By Louise Ritchie
Deep luminous greens and murky ochre hues colour the brackish threshold that fluctuates and pools between the mouth of the Dichty, where it tacitly and without fanfare joins the River Tay in Monifeith. The Dichty Water was used historically as a source of power for the mill buildings at Claverhouse Bleachworks near Dundee, where its banks also provided the site for bleaching newly woven cloth. Brackish water is neither salt nor fresh, but sits in the loose boundaries between estuaries and their conjoining waters. Where is that moment when fresh turns to salt and salt to fresh?
I arrive at my favorite Dichty-from-the-bridge viewpoint to gaze down at the water. The waters flow steadily across the rocks toward the mouth of the Dichty, opening out gently from the last angle bend of the river as it slides under Bridge ECN3 090/208-Underbridge. Named, poetically, after the space under the bridge. There it widens, and catches on the stones and rocks, picking up a little speed before skimming into the Tay.
It has come a long way. Here it transforms from fresh to brackish to salt, the threshold that sits in the not-fresh, but not-salt state between here and the sea.

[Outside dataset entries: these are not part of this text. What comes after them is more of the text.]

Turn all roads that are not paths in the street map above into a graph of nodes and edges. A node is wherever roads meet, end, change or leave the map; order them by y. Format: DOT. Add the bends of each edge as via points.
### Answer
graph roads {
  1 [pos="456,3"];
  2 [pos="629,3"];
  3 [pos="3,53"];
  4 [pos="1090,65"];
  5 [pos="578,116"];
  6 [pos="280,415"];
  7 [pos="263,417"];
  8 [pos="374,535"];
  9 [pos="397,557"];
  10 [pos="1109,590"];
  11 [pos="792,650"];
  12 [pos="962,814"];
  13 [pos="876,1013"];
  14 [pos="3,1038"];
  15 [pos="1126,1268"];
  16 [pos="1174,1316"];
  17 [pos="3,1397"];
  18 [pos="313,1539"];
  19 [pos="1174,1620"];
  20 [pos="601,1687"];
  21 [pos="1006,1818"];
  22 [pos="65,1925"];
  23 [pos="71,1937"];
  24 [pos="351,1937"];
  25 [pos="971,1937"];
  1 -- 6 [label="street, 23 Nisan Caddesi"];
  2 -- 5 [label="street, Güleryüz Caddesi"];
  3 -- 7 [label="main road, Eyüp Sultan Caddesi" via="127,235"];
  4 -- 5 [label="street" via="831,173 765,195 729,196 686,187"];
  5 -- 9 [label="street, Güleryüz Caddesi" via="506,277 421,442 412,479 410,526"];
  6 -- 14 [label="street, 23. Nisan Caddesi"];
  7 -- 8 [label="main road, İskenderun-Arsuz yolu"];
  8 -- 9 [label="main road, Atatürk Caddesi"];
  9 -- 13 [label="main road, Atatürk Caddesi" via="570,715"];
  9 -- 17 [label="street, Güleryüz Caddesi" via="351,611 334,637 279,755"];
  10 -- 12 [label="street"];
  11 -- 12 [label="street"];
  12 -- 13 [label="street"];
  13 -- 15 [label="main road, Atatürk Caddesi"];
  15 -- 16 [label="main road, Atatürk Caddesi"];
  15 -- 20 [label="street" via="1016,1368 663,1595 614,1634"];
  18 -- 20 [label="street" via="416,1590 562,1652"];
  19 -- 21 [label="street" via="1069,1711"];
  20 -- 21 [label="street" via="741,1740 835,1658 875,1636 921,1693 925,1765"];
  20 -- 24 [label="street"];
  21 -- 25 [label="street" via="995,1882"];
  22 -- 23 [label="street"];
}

This place is shy. No triumphant roar of raging spume from a waterfall or crashing of waves. Just a trickle over the stones on its way. As the waters glide under the bridge carrying the footpath, I peer down at it from above. I watch its shape continually alter, gazing deeply, Narcissus-like, into the deep greens and custardy ochres under its glossy mirror sheen that undulates under the surface tension as the current carries it along.
I think of the word “carrying.” It suggests weight or moving something that is immobile, but really, tidal currents are combined forces that move water from location to location, regular in pattern, and strongest near the coastal shores and estuaries. The waters are driven by winds near the surface, internal temperature, and salt densities, and from high above, by the moon. Powerful effects from afar, from near, and from within that move these immense bodies of liquid in a constant state of flux. Maybe not carries then; maybe the waters are ushered, firmly, elementally but reverentially throughout their journey. Continuous flow, shape-shifting pockets of almost stillness and fluctuating water, skipping to greet the sea like a child let loose on a beach trip. What did it see, I wonder, on its journey?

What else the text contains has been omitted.